Bringing-forth brings out of concealment into unconcealment.
Bringing-forth propriates only insofar as something concealed comes into unconcealment. This coming rests and moves freely within what we call revealing [das Entbergen]. The Greeks have the word aletheia for revealing. The Romans translate this with veritas. We say “truth” and usually understand it as correctness of representation.
.
The ideal here is the attainment of "truth," or "correctness of representation," because the forms we see are figures of concealed histories; the true forms are concealed, and only through "unconcealment," or the removal of that which is concealed, can we access the truth.
.
Heidegger turns to technology, the nominative subject of the essay, etymologically: the word stems from the Greek techne, which is "the name not only for the activities and skills of the craftsman but also for the arts of the mind and the fine arts". For the Greeks, techne was intimately linked to poiesis, the poetic, and thus linked to the "bringing forth" so essential in the pursuit of aletheia/veritas/truth.
.
Technology, in its modern form, is thought more as manufacturing; in revealing the Greek origins of the modern term, Heidegger initiates his discussion of technology – "It is as revealing, and not as manufacturing, that techne is a bringing-forth … Technology comes to presence in the realm where revealing and unconcealment take place, where aletheia, truth, happens".In this initiation, he performs his argument, by bringing-forth the concealed roots of the word "technology." In doing so, he asserts that modern technology, as with techne, is a bringing-forth, a revealing. Focusing his terminology further, he writes, "the revealing that rules modern technology is a challenging" (320).
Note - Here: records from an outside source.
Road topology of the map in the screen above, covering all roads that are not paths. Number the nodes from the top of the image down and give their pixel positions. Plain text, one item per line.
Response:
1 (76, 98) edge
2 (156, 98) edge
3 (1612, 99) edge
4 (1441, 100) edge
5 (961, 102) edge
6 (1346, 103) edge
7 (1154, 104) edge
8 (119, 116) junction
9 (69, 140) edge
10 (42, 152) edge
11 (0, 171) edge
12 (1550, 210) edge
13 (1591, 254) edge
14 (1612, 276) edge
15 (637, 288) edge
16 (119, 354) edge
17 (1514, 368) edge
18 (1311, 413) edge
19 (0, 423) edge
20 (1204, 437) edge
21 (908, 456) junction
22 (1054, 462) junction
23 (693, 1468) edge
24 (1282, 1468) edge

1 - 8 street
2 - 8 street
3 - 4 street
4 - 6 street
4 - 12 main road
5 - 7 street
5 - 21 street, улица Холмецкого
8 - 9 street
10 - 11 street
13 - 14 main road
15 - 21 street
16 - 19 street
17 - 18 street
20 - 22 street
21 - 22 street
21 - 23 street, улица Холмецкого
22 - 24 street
Now, Heidegger aligns a slew of terms all of which are modes toward aletheia/veritas/truth – "bringing-forth [Her-vor-bringen]" (317), "unconcealment",'revealing [das Entbergen]" "challenging [Herausfordern]".
.
Unconcealing his questioning concerning technology further, Heidegger aims centrally at defining the modern technology’s essence, which he names "Gestell [enframing]". Here, "Enframing means the gathering together of the setting-upon that sets upon man, i.e. challenges him forth, to reveal the actual, in the mode of ordering, as standing-reserve". Put somewhat more lucidly, enframing refers to the calling out, impelling, or challenging-forth, of humans to reveal, or unconceal the "actual" (the aletheia/veritas/truth) as ever-present and "on call"(the "standing-reserve"). Put differently, "Enframing, as a challenging-forth into ordering, sends into a way of revealing. Enframing is an ordaining of destining, as is every way of revealing. Bringing-forth, poiesis, is also a destining in this sense". Enframing is “destining”, from which "the essence of all history is determined". Enframing is the essence of modern technology, for Heidegger, because he roots modern technology in techne: it is a means for sourcing true forms and ideas that exist before the figures we perceive.